Henry Rudston Fell died peacefully at home in Thorganby, North Yorkshire on 9th April 2020 at the age of 90. He was born in 1929, the son of an engineer, albeit from a rural background in Yorkshire. His father served with distinction in the First World War and then spent most of the rest of his life with Rolls Royce, living on the edge of Derby when war broke out again. With no family holidays for five years, the young Henry started helping out on the neighbouring farm, and from there his love of agriculture developed.
At the age of 16 he was in the first intake of students to the Royal Agricultural College after the end of the war, the youngest by far, sharing lectures with ex‐servicemen, and leaving in 1947 having been awarded the Haygarth Medal. Inspired and mentored by Professor Bobby Boutflour, he held farm management posts in Somerset and Lincolnshire before being recalled by Boutflour in 1955 to be appointed Farms Director and Lecturer. There he certainly improved the College’s reputation for setting high standards in commercial farming, until he moved on in 1959 to take on the tenancy, in partnership with two other Lincolnshire farmers, of 1800 acres of heavy, low lying land at Worlaby, south of the River Humber.

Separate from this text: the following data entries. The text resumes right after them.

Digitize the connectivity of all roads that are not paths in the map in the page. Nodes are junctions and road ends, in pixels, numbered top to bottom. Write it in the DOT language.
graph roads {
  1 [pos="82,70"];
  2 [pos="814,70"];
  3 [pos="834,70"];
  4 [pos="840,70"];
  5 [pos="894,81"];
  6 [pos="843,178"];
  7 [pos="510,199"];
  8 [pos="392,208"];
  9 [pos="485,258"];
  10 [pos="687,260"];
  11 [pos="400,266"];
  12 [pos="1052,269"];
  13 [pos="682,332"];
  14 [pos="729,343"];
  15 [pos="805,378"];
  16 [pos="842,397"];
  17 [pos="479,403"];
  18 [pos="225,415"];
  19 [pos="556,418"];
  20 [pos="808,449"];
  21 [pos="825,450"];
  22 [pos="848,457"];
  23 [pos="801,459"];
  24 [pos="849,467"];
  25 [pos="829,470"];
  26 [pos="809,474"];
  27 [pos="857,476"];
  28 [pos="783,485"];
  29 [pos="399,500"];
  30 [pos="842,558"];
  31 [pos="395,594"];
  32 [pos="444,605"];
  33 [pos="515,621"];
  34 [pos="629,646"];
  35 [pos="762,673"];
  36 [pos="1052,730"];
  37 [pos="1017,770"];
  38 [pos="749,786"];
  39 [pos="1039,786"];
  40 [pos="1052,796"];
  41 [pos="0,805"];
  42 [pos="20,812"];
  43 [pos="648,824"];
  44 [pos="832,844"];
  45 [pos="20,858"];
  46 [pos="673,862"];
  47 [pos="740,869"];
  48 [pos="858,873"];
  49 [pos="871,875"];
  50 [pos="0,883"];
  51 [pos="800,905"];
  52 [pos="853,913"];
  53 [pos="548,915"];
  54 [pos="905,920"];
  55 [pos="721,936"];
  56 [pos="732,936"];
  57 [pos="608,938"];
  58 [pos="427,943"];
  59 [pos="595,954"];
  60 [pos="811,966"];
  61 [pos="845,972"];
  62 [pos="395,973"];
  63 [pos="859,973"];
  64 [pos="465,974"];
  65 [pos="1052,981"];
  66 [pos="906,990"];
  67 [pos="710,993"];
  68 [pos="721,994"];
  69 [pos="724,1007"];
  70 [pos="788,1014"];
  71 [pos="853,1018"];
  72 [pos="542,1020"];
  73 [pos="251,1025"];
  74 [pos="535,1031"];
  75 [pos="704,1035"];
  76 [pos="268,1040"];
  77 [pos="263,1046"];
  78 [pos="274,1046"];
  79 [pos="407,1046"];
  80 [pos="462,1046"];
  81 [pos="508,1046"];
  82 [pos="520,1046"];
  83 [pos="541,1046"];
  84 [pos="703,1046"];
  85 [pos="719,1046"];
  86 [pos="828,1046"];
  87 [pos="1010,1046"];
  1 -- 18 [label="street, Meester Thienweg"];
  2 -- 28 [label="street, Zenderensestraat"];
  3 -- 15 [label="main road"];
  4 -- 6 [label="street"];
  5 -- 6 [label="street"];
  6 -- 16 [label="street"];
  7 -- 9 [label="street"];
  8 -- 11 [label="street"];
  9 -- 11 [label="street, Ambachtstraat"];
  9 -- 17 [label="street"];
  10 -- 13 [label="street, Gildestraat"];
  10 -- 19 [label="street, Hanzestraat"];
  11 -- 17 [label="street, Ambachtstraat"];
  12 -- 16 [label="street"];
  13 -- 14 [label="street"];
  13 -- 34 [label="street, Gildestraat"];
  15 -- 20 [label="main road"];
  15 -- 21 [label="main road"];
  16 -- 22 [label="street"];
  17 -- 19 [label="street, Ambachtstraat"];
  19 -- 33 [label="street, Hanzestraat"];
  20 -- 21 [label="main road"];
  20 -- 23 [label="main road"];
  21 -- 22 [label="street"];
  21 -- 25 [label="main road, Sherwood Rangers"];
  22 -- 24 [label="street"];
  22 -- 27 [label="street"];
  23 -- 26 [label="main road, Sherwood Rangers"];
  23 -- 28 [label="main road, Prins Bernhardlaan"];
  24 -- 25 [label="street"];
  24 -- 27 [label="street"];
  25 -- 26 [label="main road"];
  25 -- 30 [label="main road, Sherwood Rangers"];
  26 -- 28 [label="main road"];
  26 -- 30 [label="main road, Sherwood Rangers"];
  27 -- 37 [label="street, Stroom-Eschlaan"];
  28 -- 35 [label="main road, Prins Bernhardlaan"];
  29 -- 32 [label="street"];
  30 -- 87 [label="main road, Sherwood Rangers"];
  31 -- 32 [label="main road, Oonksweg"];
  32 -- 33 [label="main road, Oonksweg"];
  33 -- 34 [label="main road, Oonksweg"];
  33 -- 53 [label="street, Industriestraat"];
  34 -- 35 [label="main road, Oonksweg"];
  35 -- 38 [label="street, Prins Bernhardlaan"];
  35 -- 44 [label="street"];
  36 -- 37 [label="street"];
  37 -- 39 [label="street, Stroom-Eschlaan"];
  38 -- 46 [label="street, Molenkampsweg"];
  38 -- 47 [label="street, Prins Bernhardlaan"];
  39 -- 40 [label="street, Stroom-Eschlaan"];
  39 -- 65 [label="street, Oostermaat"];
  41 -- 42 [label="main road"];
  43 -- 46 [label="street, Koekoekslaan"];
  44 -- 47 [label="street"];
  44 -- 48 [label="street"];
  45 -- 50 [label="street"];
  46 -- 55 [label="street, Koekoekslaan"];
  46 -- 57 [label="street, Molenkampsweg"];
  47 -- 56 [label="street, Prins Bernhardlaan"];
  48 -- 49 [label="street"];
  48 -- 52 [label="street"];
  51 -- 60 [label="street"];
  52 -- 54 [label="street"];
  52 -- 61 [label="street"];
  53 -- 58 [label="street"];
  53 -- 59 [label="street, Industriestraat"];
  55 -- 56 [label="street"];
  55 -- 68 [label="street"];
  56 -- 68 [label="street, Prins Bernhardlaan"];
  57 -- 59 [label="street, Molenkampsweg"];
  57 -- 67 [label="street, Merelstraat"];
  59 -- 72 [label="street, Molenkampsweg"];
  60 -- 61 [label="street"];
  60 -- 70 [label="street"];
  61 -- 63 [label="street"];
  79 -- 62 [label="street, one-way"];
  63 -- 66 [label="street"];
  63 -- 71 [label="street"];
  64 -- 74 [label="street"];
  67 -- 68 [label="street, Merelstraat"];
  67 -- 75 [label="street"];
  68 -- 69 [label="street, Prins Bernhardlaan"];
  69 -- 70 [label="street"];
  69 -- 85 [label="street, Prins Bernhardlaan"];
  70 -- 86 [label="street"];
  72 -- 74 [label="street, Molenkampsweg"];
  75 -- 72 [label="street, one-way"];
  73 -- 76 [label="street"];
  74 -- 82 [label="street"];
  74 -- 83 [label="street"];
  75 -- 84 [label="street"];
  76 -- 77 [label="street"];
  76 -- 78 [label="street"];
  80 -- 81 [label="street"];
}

He drained the entire farm and established a sheep enterprise in order to improve the farm’s arable cropping potential. When he saw housed sheep in France, he realised that in‐wintering was the key to higher stocking rates on his own heavy land, and so pioneered winter housing for ewes in Britain. His book “Intensive Sheep Management” published in 1979 became the authoritative work for progressive sheep farmers nationwide and beyond. When he could not obtain rams of the quality he wanted with any performance information, he decided to breed his own, establishing the Meatlinc, a composite breed of terminal sire for the production of prime lamb.
He was a founder member, and chairman for three years, of the Tenant Farmer’s Association, an involvement that had its roots in a desire to see farming and the countryside flourish. In 1988 he published his second book “On Being a Tenant Farmer – a Layman’s Guide to the Landlord and Tenant System”.
Away from the farm he was an active member of industry bodies and committees including the Advisory Council for Agriculture and Horticulture, the Meat and Livestock Commission, the Nuffield Farming Scholarships Trust, the Advisory Councils of the Welsh Plant Breeding Station and the Animal Breeding Research Organisation, the council of the Royal Agricultural Society of England, and non‐executive director of the Agricultural and Development Advisory Service. He was a member of the Royal Commission on Environmental Pollution and was awarded the CBE for services to agriculture and the environment in 1995.
In 1998 he founded the Commercial Farmers Group, a non‐political organisation comprising a group of leading farmers, growers and academics promoting profitable and environmentally responsible commercial farming. In 2004 and 2006 the CFG produced major papers on National Food Security – remarkably prescient considering the current situation.
After farming at Worlaby for 30 years, he retired to live in Horkstow where he put huge energy into preserving and improving the historic church of St Maurice. He and Catherine moved to join the family on the farm at Thorganby in the Vale of York in 2016.
He is survived by his wife Catherine (nee Cooper), whom he married in 1951, and three sons.